Armed pirates in speedboats hijacked a Greek chemical tanker with 20 crew members in the Gulf of Aden near Somalia, a maritime official said Saturday.

The Greek ship, which was flying a Panamanian flag, was traveling from Southeast Asia to Europe when it was seized Friday, said Noel Choong, head of the International Maritime Bureau's piracy reporting center in Kuala Lumpur.

No further details were immediately available, he said.

The attack comes despite increased international cooperation to crack down on pirates in the Gulf of Aden.

Friday's hijacking pushed the number of attacks this year in the African waters to 69. A total of 27 ships have been hijacked, and 11 remain in the hands of pirates along with more than 200 crew members, Choong said.

He said more serious action needs to be taken to intercept pirate boats and detain the bandits.

"As long as there are no firm deterrents, pirates will continue to attack," Choong said.

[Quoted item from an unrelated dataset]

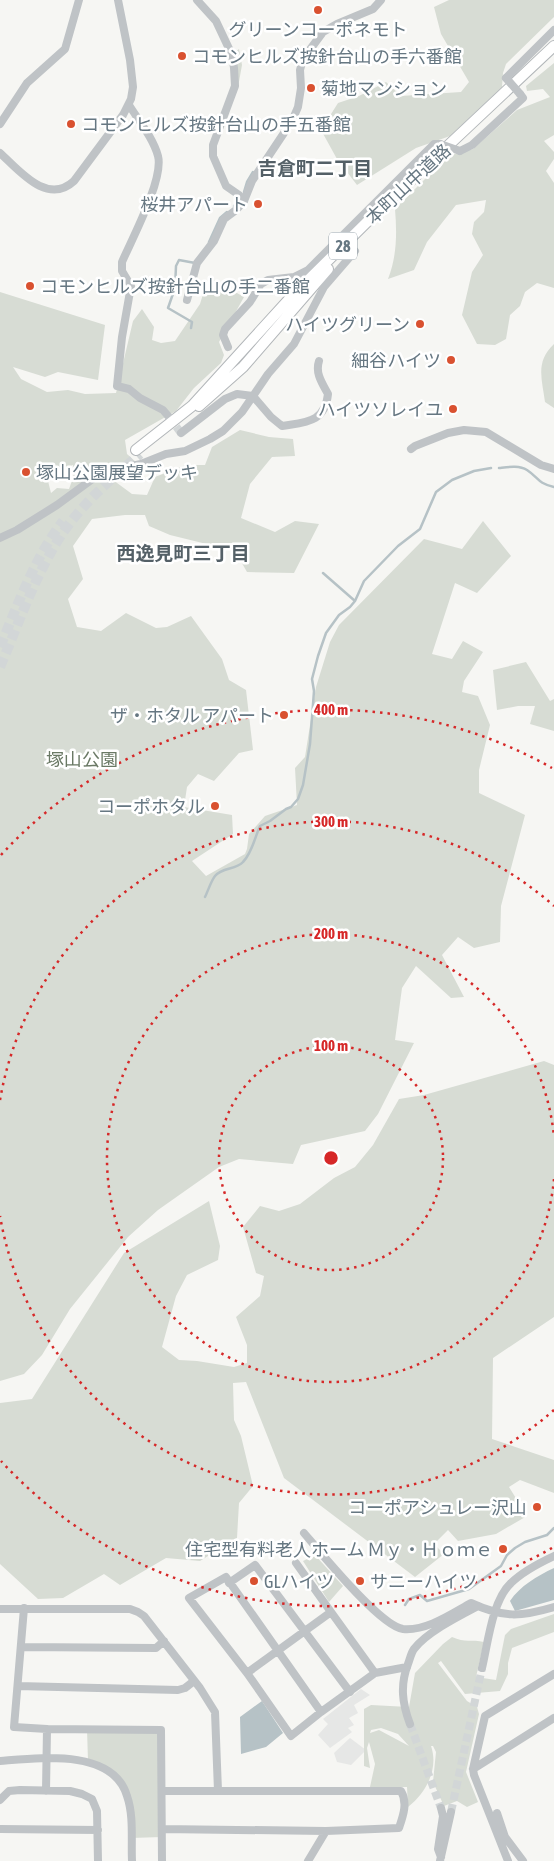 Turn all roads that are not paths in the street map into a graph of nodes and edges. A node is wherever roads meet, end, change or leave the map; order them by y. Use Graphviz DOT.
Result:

Momentum has been growing for coordinated international action following the Sept. 25 hijacking of the Ukrainian ship MV Faina, which was carrying tanks and other heavy weaponry.

The U.N. Security Council this past week called on countries to send naval ships and military aircraft, and U.S. warships are being diverted from counterterrorism duties to respond to the sea bandits.

NATO ministers agreed Thursday to send seven ships within two weeks to the area, where six U.S. warships are already surrounding the Faina. Russia also announced it would cooperate with the West in the fight, and several European countries have said they would launch an anti-piracy patrol.

Somalia, which has not had a functioning government since 1991, has been impoverished by decades of conflict, and piracy by Somali gangs has emerged as a lucrative racket that brings in millions of dollars in ransoms.